(Excerpted records Opens)

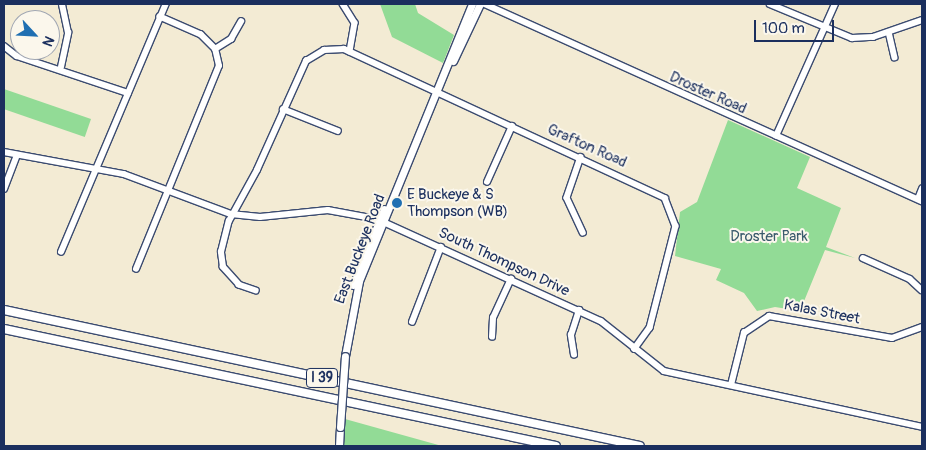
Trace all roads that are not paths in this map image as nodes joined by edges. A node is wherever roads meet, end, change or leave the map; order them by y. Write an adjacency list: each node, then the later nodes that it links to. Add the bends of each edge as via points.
1 (62, 4): 18 (street, via 68,33)
2 (166, 4): 9 (street)
3 (343, 4): 16 (street, via 355,23)
4 (472, 4): 19 (main road, East Buckeye Road)
5 (480, 4): 19 (main road, East Buckeye Road)
6 (485, 4): 25 (street, Droster Road)
7 (770, 4): 12 (street)
8 (835, 4): 12 (street)
9 (160, 18): 15 (street, via 201,35); 21 (street)
10 (922, 20): 13 (street)
11 (241, 22): 15 (street, via 231,39)
12 (824, 28): 13 (street, via 852,38); 25 (street)
13 (889, 32): 17 (street)
14 (4, 46): 18 (street, via 17,56)
15 (215, 49): 32 (street, via 218,74)
16 (350, 52): 20 (street, Grafton Road); 22 (street, Grafton Road, via 329,48 312,56)
17 (895, 56)
18 (61, 67): 21 (street)
19 (443, 79): 20 (main road, East Buckeye Road)
20 (438, 92): 23 (street, Grafton Road); 36 (main road, East Buckeye Road)
21 (128, 93): 29 (street)
22 (283, 109): 24 (street); 35 (street, Grafton Road, via 257,170)
23 (512, 126): 28 (street, Grafton Road); 30 (street)
24 (338, 132)
25 (776, 136): 34 (street, Droster Road)
26 (4, 152): 27 (street, South Thompson Drive)
27 (18, 155): 29 (street, South Thompson Drive); 31 (street)
28 (581, 157): 37 (street, via 566,198); 51 (street, Grafton Road, via 661,195 675,216 650,328)
29 (98, 167): 32 (street, South Thompson Drive); 39 (street)
30 (486, 182)
31 (4, 189)
32 (170, 190): 35 (street, South Thompson Drive); 41 (street)
33 (922, 190): 34 (street)
34 (920, 200)
35 (231, 214): 36 (street, South Thompson Drive, via 260,216 328,210); 44 (street, Grafton Road, via 221,261 233,281)
36 (381, 221): 38 (street, South Thompson Drive); 55 (main road, East Buckeye Road, bridge, via 352,289)
37 (583, 233)
38 (441, 247): 42 (street, South Thompson Drive); 47 (street)
39 (61, 252)
40 (863, 258): 43 (street, via 910,279)
41 (136, 270)
42 (511, 279): 46 (street, South Thompson Drive); 50 (street, via 493,318)
43 (922, 290)
44 (256, 291)
45 (4, 310): 57 (highway, I 39)
46 (579, 310): 51 (street, South Thompson Drive, via 611,327); 52 (street, via 571,334)
47 (412, 322)
48 (922, 327): 53 (street, Kalas Street, via 892,338 769,316 752,324 741,338)
49 (4, 329): 56 (highway, I 39)
50 (492, 337)
51 (635, 349): 53 (street, South Thompson Drive, via 664,371)
52 (574, 355)
53 (732, 385): 54 (street, South Thompson Drive)
54 (922, 427)
55 (339, 446)
56 (556, 446)
57 (640, 446)

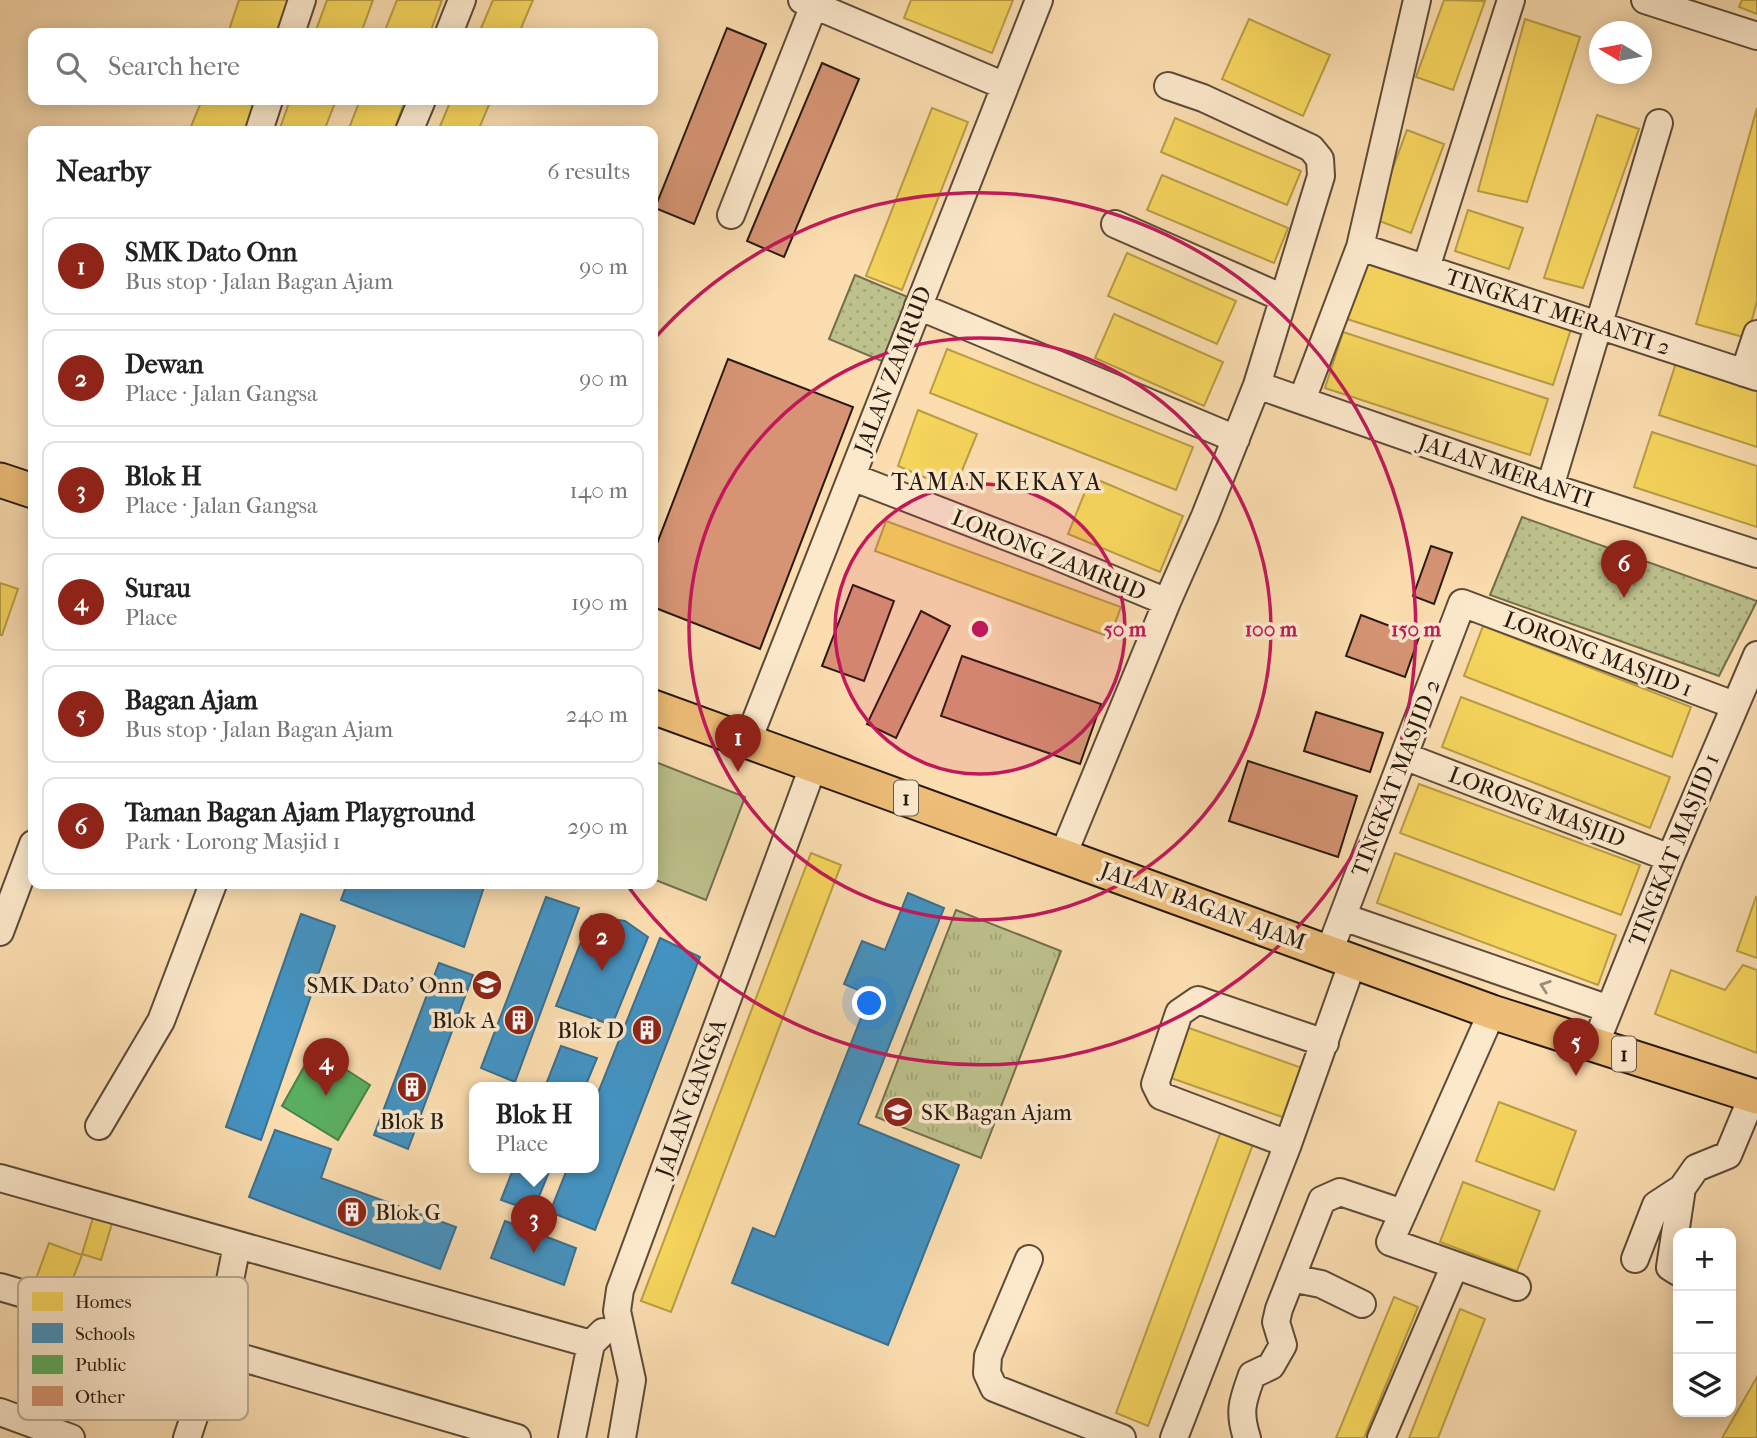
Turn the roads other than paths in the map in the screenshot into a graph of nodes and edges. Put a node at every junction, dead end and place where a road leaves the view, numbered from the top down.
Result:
1 (302, 0) edge
2 (463, 0) edge
3 (1039, 0) edge
4 (1417, 0) edge
5 (1511, 0) edge
6 (1645, 0) edge
7 (808, 2) edge
8 (293, 28) edge
9 (451, 28) edge
10 (1757, 36) edge
11 (1005, 86) junction
12 (1168, 86) dead end
13 (267, 105) edge
14 (420, 105) edge
15 (1659, 123) dead end
16 (261, 126) edge
17 (411, 126) edge
18 (731, 215) dead end
19 (1115, 224) dead end
20 (1360, 247) junction
21 (1426, 268) junction
22 (1283, 298) junction
23 (918, 306) junction
24 (1599, 326) junction
25 (1757, 334) edge
26 (1750, 375) edge
27 (1256, 385) junction
28 (1302, 400) junction
29 (1236, 439) junction
30 (852, 477) junction
31 (0, 480) edge
32 (1550, 487) junction
33 (28, 489) edge
34 (1757, 554) edge
35 (1167, 602) junction
36 (1462, 603) joint
37 (1757, 655) edge
38 (1734, 705) junction
39 (658, 709) edge
40 (748, 740) junction
41 (1404, 756) junction
42 (814, 764) junction
43 (1063, 855) junction
44 (28, 857) edge
45 (1670, 858) junction
46 (211, 889) edge
47 (1343, 917) junction
48 (0, 932) edge
49 (1341, 957) junction
50 (1609, 1009) junction
51 (1492, 1012) junction
52 (1325, 1043) junction
53 (1595, 1045) junction
54 (1755, 1096) edge
55 (99, 1126) dead end
56 (1288, 1144) junction
57 (1, 1184) edge
58 (1682, 1188) junction
59 (1403, 1213) junction
60 (1675, 1228) edge
61 (1673, 1242) edge
62 (237, 1245) junction
63 (1029, 1259) dead end
64 (1634, 1259) dead end
65 (1455, 1265) junction
66 (1673, 1268) edge
67 (231, 1277) edge
68 (1291, 1278) junction
69 (0, 1287) edge
70 (1517, 1287) dead end
71 (18, 1292) edge
72 (1362, 1304) dead end
73 (617, 1311) junction
74 (591, 1344) junction
75 (248, 1360) edge
76 (0, 1412) edge
77 (18, 1419) edge
78 (22, 1420) edge
79 (193, 1420) edge
80 (71, 1438) edge
81 (187, 1438) edge
82 (517, 1438) edge
83 (572, 1438) edge
84 (622, 1438) edge
85 (1122, 1438) edge
86 (1174, 1438) edge
87 (1247, 1438) edge
88 (1381, 1438) edge

1 - 8 street
2 - 9 street
3 - 11 street, JALAN ZAMRUD
4 - 20 street
5 - 21 street
6 - 10 street
7 - 11 street
7 - 18 street
11 - 23 street, JALAN ZAMRUD
12 - 22 street
13 - 16 street
14 - 17 street
15 - 24 street
19 - 22 street
20 - 21 street, TINGKAT MERANTI 2
20 - 28 street
21 - 24 street, TINGKAT MERANTI 2
22 - 27 street
23 - 29 street
23 - 30 street, JALAN ZAMRUD
24 - 26 street, TINGKAT MERANTI 2
24 - 32 street
25 - 26 street
27 - 28 street, JALAN MERANTI
27 - 29 street
28 - 32 street, JALAN MERANTI
29 - 35 street
30 - 35 street, LORONG ZAMRUD
30 - 40 street, JALAN ZAMRUD
31 - 33 main road
32 - 34 street, JALAN MERANTI
35 - 43 street
36 - 38 street, LORONG MASJID 1
36 - 41 street, TINGKAT MASJID 2
37 - 38 street, TINGKAT MASJID 1
38 - 45 street, TINGKAT MASJID 1
39 - 40 main road, JALAN BAGAN AJAM / 1
40 - 42 main road, JALAN BAGAN AJAM / 1
41 - 45 street, LORONG MASJID
41 - 47 street, TINGKAT MASJID 2
42 - 43 main road, JALAN BAGAN AJAM / 1
42 - 73 street, JALAN GANGSA
43 - 49 main road, JALAN BAGAN AJAM / 1
44 - 48 street
45 - 50 street, TINGKAT MASJID 1
46 - 55 street
47 - 49 street, TINGKAT MASJID 2
50 -> 47 street
49 - 51 main road, JALAN BAGAN AJAM / 1
49 - 52 street, TINGKAT MASJID 2
50 - 53 street, TINGKAT MASJID 1
51 - 53 main road, JALAN BAGAN AJAM / 1
51 - 59 street
52 - 56 street, TINGKAT MASJID 2
52 - 56 street
53 - 54 main road, JALAN BAGAN AJAM / 1
54 - 58 street
56 - 86 street, TINGKAT MASJID 2
57 - 62 street
58 - 60 street
58 - 64 street
59 - 65 street
59 - 68 street
61 - 66 street
62 - 67 street
62 - 74 street
63 - 85 street
65 - 70 street
65 - 88 street
68 - 72 street
68 - 87 street
69 - 71 street
73 - 74 street
73 - 84 street, JALAN GANGSA
74 - 83 street
75 - 82 street
76 - 77 street
78 - 80 street
79 - 81 street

(Excerpted records Closes)

*What you will do*.
Each line of the data in which the string "nodes" appears needs to be copied.

*Finished exercise*.
Trace all roads that are not paths in this map image as nodes joined by edges. A node is wherever roads meet, end, change or leave the map; order them by y. Write an adjacency list: each node, then the later nodes that it links to. Add the bends of each edge as via points.
Turn the roads other than paths in the map in the screenshot into a graph of nodes and edges. Put a node at every junction, dead end and place where a road leaves the view, numbered from the top down.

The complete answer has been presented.